CBI warns 86,000 jobs to go in industry
The CBI repeated its call for a cut in interest rates yesterday after estimating that UK manufacturing industry will lose 86,000 jobs in the first half of this year.
"Waning domestic demand and economic uncertainty have dented confidence everywhere," said Doug Godden, head of economic analysis at the CBI. "The Bank of England must give the economy a boost with a rate cut on Thursday. There remains little danger from inflation."
The rate of job cuts has been fastest in the South-east and slowest in the South-west, according to the latest quarterly CBI/Experian survey.
The renewed manufacturing downturn has hit confidence and orders in every UK region, the survey found.
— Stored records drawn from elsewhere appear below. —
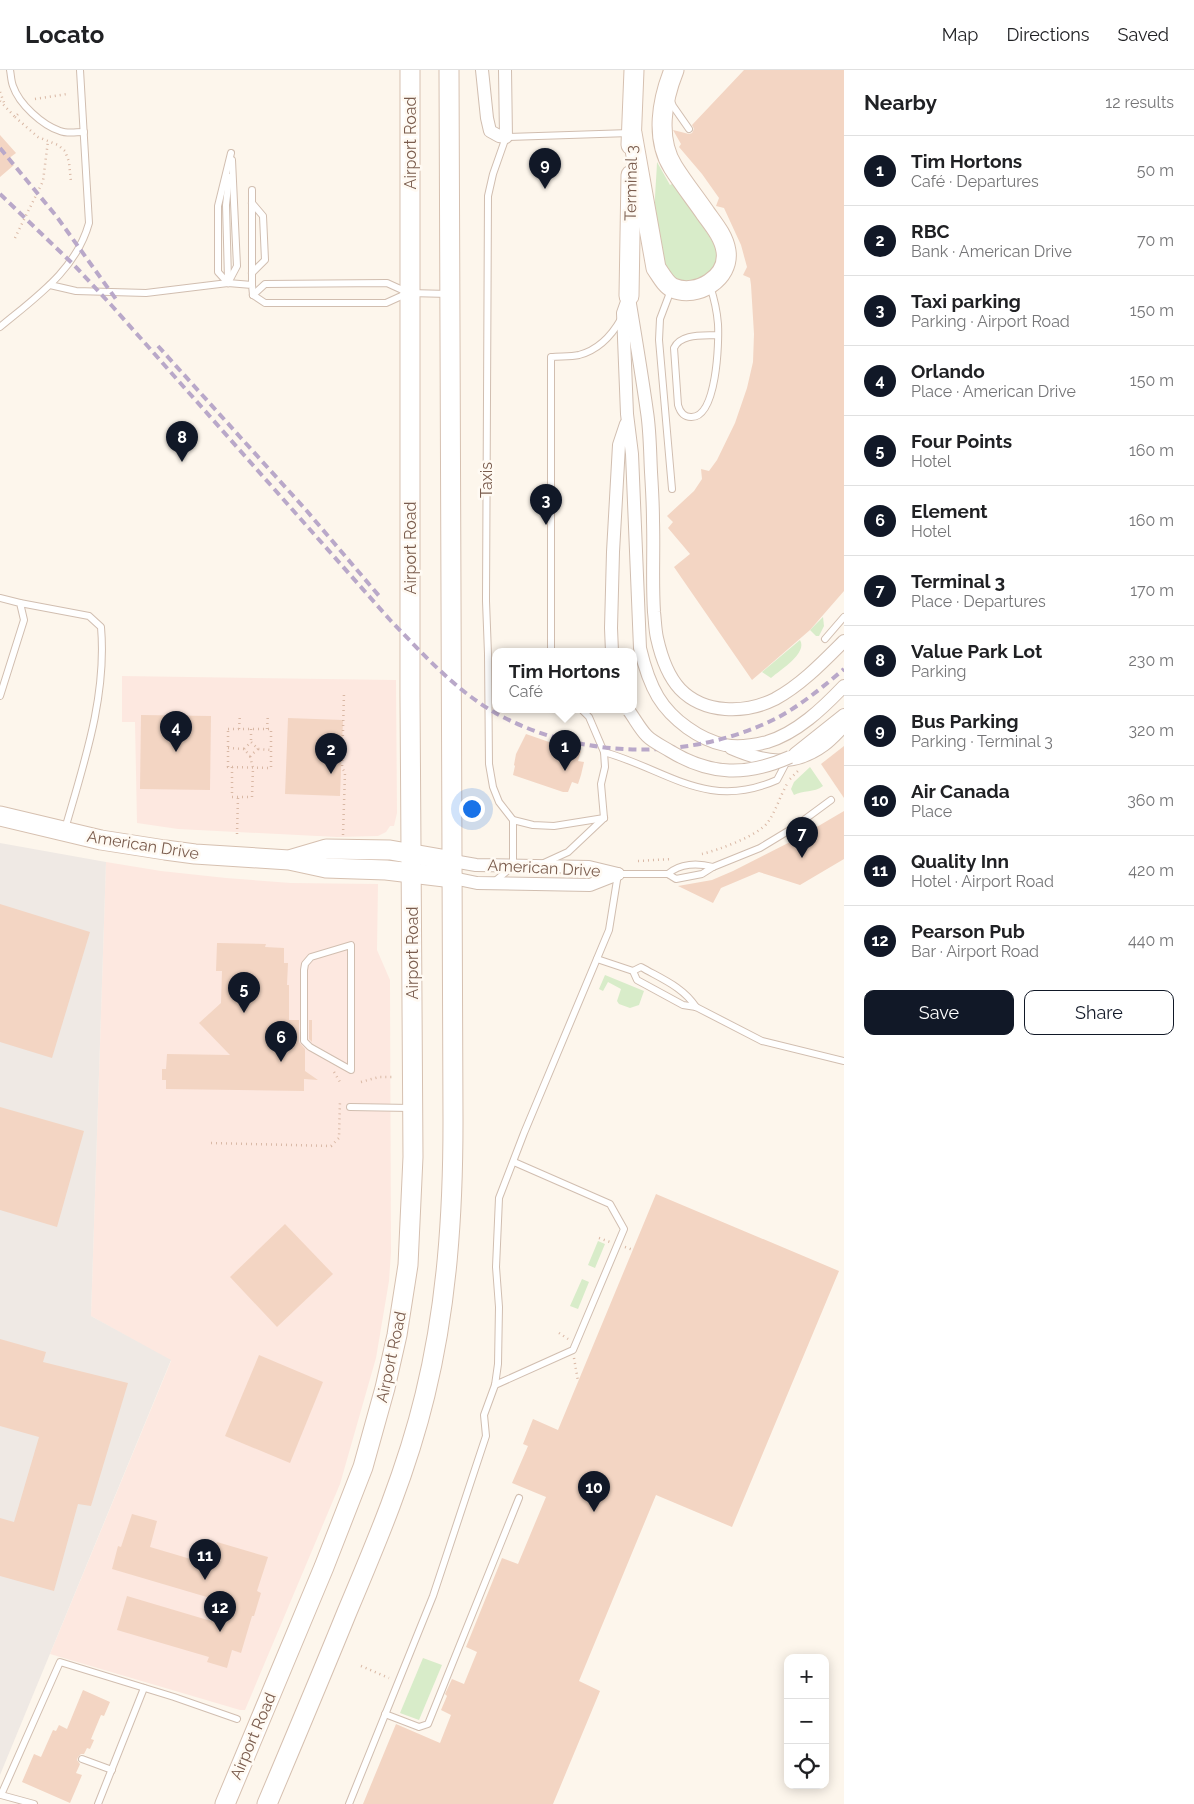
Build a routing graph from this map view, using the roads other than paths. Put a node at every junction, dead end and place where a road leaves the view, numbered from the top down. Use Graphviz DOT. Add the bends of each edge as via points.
graph roads {
  1 [pos="10,70"];
  2 [pos="80,70"];
  3 [pos="410,70"];
  4 [pos="450,70"];
  5 [pos="482,70"];
  6 [pos="505,70"];
  7 [pos="634,70"];
  8 [pos="674,70"];
  9 [pos="667,92"];
  10 [pos="689,129"];
  11 [pos="84,132"];
  12 [pos="632,133"];
  13 [pos="506,136"];
  14 [pos="252,190"];
  15 [pos="252,203"];
  16 [pos="252,273"];
  17 [pos="228,284"];
  18 [pos="710,284"];
  19 [pos="50,285"];
  20 [pos="252,286"];
  21 [pos="672,288"];
  22 [pos="410,292"];
  23 [pos="450,294"];
  24 [pos="253,295"];
  25 [pos="626,305"];
  26 [pos="0,327"];
  27 [pos="718,336"];
  28 [pos="627,422"];
  29 [pos="672,489"];
  30 [pos="0,598"];
  31 [pos="20,603"];
  32 [pos="844,617"];
  33 [pos="825,639"];
  34 [pos="844,641"];
  35 [pos="551,648"];
  36 [pos="612,648"];
  37 [pos="844,686"];
  38 [pos="0,696"];
  39 [pos="585,713"];
  40 [pos="631,713"];
  41 [pos="844,715"];
  42 [pos="844,726"];
  43 [pos="726,746"];
  44 [pos="604,752"];
  45 [pos="788,760"];
  46 [pos="831,800"];
  47 [pos="0,816"];
  48 [pos="604,818"];
  49 [pos="513,820"];
  50 [pos="64,832"];
  51 [pos="411,854"];
  52 [pos="289,860"];
  53 [pos="513,866"];
  54 [pos="535,866"];
  55 [pos="713,867"];
  56 [pos="453,869"];
  57 [pos="412,873"];
  58 [pos="618,874"];
  59 [pos="668,874"];
  60 [pos="493,883"];
  61 [pos="597,959"];
  62 [pos="633,971"];
  63 [pos="696,1007"];
  64 [pos="844,1060"];
  65 [pos="351,1070"];
  66 [pos="350,1107"];
  67 [pos="413,1108"];
  68 [pos="514,1162"];
  69 [pos="495,1385"];
  70 [pos="519,1498"];
  71 [pos="144,1688"];
  72 [pos="385,1714"];
  73 [pos="237,1719"];
  74 [pos="82,1759"];
  75 [pos="112,1770"];
  76 [pos="34,1804"];
  77 [pos="98,1804"];
  78 [pos="225,1804"];
  79 [pos="267,1804"];
  80 [pos="349,1804"];
  1 -- 11 [label="lane" via="18,96 37,117 61,131"];
  2 -- 11 [label="lane"];
  3 -- 22 [label="main road, Airport Road"];
  4 -- 23 [label="main road"];
  5 -- 13 [label="street" via="490,131"];
  6 -- 13 [label="street"];
  7 -- 12 [label="main road, Terminal 3"];
  8 -- 9 [label="main road"];
  9 -- 10 [label="lane"];
  9 -- 18 [label="main road" via="662,127 667,153 672,166 717,229 726,251 722,271"];
  11 -- 19 [label="lane" via="89,223 73,258"];
  12 -- 13 [label="lane"];
  12 -- 21 [label="main road" via="656,268"];
  12 -- 25 [label="main road, Terminal 3"];
  13 -- 49 [label="lane, Taxis" via="488,196 486,601 489,764 499,802"];
  14 -- 15 [label="lane"];
  15 -- 16 [label="lane"];
  15 -- 16 [label="lane" via="263,216 265,260"];
  16 -- 20 [label="lane"];
  17 -- 17 [label="lane" via="226,205 231,153 218,206 218,272"];
  17 -- 19 [label="lane" via="146,293 76,291"];
  17 -- 20 [label="lane"];
  18 -- 21 [label="main road" via="693,290"];
  18 -- 27 [label="lane"];
  19 -- 26 [label="lane"];
  20 -- 24 [label="lane"];
  21 -- 29 [label="lane" via="660,319 659,340"];
  22 -- 23 [label="lane"];
  22 -- 24 [label="lane" via="386,303 265,302"];
  22 -- 24 [label="lane" via="387,283 265,284"];
  22 -- 51 [label="main road, Airport Road"];
  23 -- 56 [label="main road"];
  25 -- 28 [label="street"];
  25 -- 34 [label="street" via="647,414 656,636 671,677 679,688 699,702 712,708 733,710 774,699 818,667"];
  25 -- 35 [label="lane" via="614,331 592,350 578,355 550,357"];
  27 -- 27 [label="lane" via="685,338 674,348 678,405 686,416 700,415 706,407 716,369"];
  28 -- 36 [label="street" via="619,445 612,552"];
  28 -- 43 [label="street" via="632,454 640,648 645,671 672,715 690,729"];
  30 -- 31 [label="lane"];
  31 -- 38 [label="lane" via="24,620"];
  31 -- 50 [label="lane" via="89,616 101,627 100,695"];
  32 -- 33 [label="lane"];
  37 -- 43 [label="street" via="809,718 785,734 754,745"];
  39 -- 44 [label="lane"];
  40 -- 41 [label="street, bridge" via="647,736 662,746 683,759 721,771 762,768 790,757"];
  42 -- 45 [label="street" via="824,745 803,757"];
  43 -- 45 [label="street" via="753,758"];
  44 -- 45 [label="lane" via="688,786 721,792 744,791 776,780"];
  44 -- 48 [label="lane" via="601,784"];
  46 -- 55 [label="lane" via="760,848"];
  47 -- 50 [label="main road, American Drive"];
  48 -- 49 [label="lane" via="554,826"];
  48 -- 54 [label="lane" via="568,852"];
  49 -- 53 [label="lane"];
  50 -- 52 [label="main road, American Drive" via="172,851"];
  51 -- 52 [label="main road, American Drive" via="390,850 326,849"];
  51 -- 56 [label="main road, American Drive"];
  51 -- 57 [label="main road, Airport Road"];
  52 -- 57 [label="main road, American Drive" via="326,868"];
  53 -- 54 [label="street, American Drive"];
  53 -- 56 [label="street, American Drive" via="476,865"];
  53 -- 60 [label="lane"];
  54 -- 58 [label="street, American Drive" via="589,868"];
  55 -- 59 [label="lane" via="699,863 675,868"];
  55 -- 59 [label="lane" via="702,874 676,879"];
  56 -- 57 [label="main road, American Drive"];
  56 -- 60 [label="street, American Drive" via="477,882"];
  56 -- 79 [label="main road" via="452,1199 445,1284 432,1361 411,1447 396,1492"];
  57 -- 67 [label="main road, Airport Road"];
  58 -- 59 [label="lane"];
  58 -- 60 [label="street, American Drive" via="590,885"];
  58 -- 61 [label="lane" via="609,930"];
  61 -- 62 [label="lane"];
  61 -- 68 [label="lane"];
  62 -- 63 [label="lane" via="637,980 683,1005"];
  62 -- 63 [label="lane" via="641,967 688,995"];
  63 -- 64 [label="lane" via="762,1041"];
  65 -- 65 [label="lane" via="304,1041 304,970 311,957 352,945"];
  66 -- 67 [label="lane"];
  67 -- 78 [label="main road, Airport Road" via="408,1265 397,1335 375,1425 351,1500"];
  68 -- 69 [label="lane" via="499,1198 496,1267 498,1364"];
  68 -- 69 [label="lane" via="610,1204 624,1229 573,1350"];
  69 -- 72 [label="lane" via="484,1415 486,1436 433,1596"];
  70 -- 72 [label="lane" via="428,1724 419,1727"];
  71 -- 73 [label="lane"];
  71 -- 75 [label="lane"];
  71 -- 76 [label="lane" via="60,1662 1,1795"];
  72 -- 80 [label="lane"];
  74 -- 75 [label="lane"];
  75 -- 77 [label="lane"];
}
For the first time since July 2001 no region recorded an increase in orders over the past four months. The sharpest declines in orders were reported in the North-west, the East Midlands and the East of England.
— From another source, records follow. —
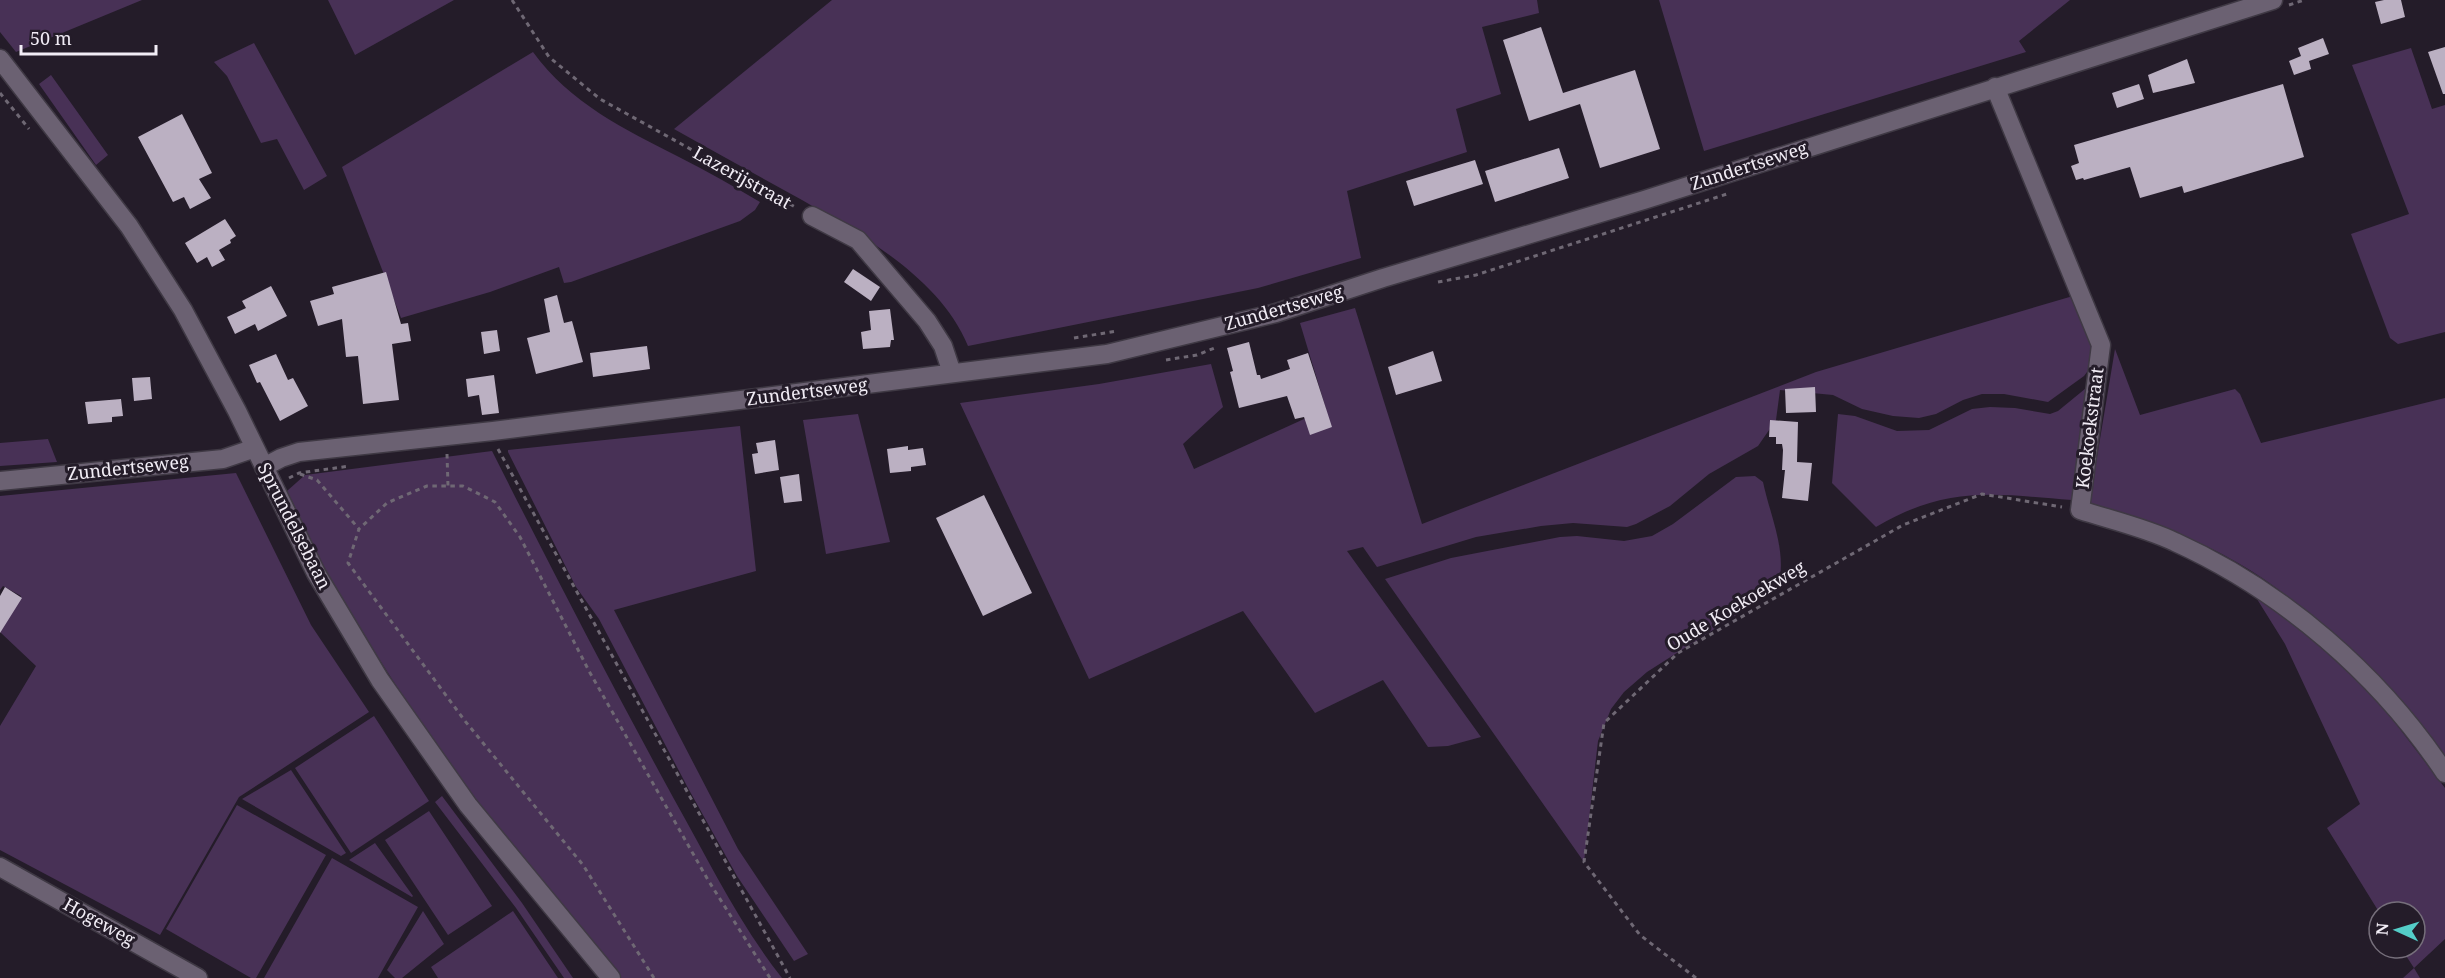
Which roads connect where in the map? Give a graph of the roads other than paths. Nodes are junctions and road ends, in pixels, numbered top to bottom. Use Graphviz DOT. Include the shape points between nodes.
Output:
graph roads {
  1 [pos="2273,0"];
  2 [pos="0,59"];
  3 [pos="1995,87"];
  4 [pos="812,216"];
  5 [pos="952,374"];
  6 [pos="255,448"];
  7 [pos="264,467"];
  8 [pos="0,481"];
  9 [pos="2445,773"];
  10 [pos="0,867"];
  11 [pos="198,978"];
  12 [pos="611,978"];
  1 -- 3 [label="street, Zundertseweg"];
  2 -- 6 [label="street, Sprundelsebaan" via="129,226 183,310"];
  3 -- 5 [label="street, Zundertseweg" via="1276,313 1107,354"];
  3 -- 9 [label="street, Koekoekstraat" via="2101,345 2080,510 2174,541 2243,578 2292,611 2357,666"];
  4 -- 5 [label="street, Lazerijstraat" via="858,240 892,277 944,346"];
  5 -- 7 [label="street, Zundertseweg" via="299,452"];
  6 -- 7 [label="street, Sprundelsebaan"];
  6 -- 8 [label="street, Zundertseweg" via="223,459"];
  7 -- 12 [label="street, Sprundelsebaan" via="316,573 380,680 468,805"];
  10 -- 11 [label="street, Hogeweg"];
}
"These figures will be hugely worrying to every region in the country," said Mr Godden. Only Northern Ireland avoided a downturn, with orders remaining unchanged.
While the survey found that five out of eleven regions in the UK expected a "modest" recovery in orders over the next four months, manufacturing firms still expected to continue losing staff in every part of the country except Scotland. The most rapid decline in jobs is now expected in the North-west.
The survey also showed a fall in export optimism for the year ahead in every region except Yorkshire and the Humber. Every region cited political and economic conditions abroad as an "increasingly significant constraint" on export orders.
Peter Gutmann, associate director of Experian Business Strategies, said: "The deep pessimism in this survey is partly a timing issue. Sentiment was affected by the uncertainty surrounding the war in Iraq, which coincided with the survey period. However, the underlying malaise in the global economy is a depressing factor, clearly reflected in backward looking indicators."
He added: "New orders in the past four months fell at their fastest rate for four years. Manufacturers clearly see little to excite them in the current environment. With conflict in Iraq behind us, it remains to be seen whether a global recovery will develop which, coupled with sterling's fall over the past year, will provide some relief."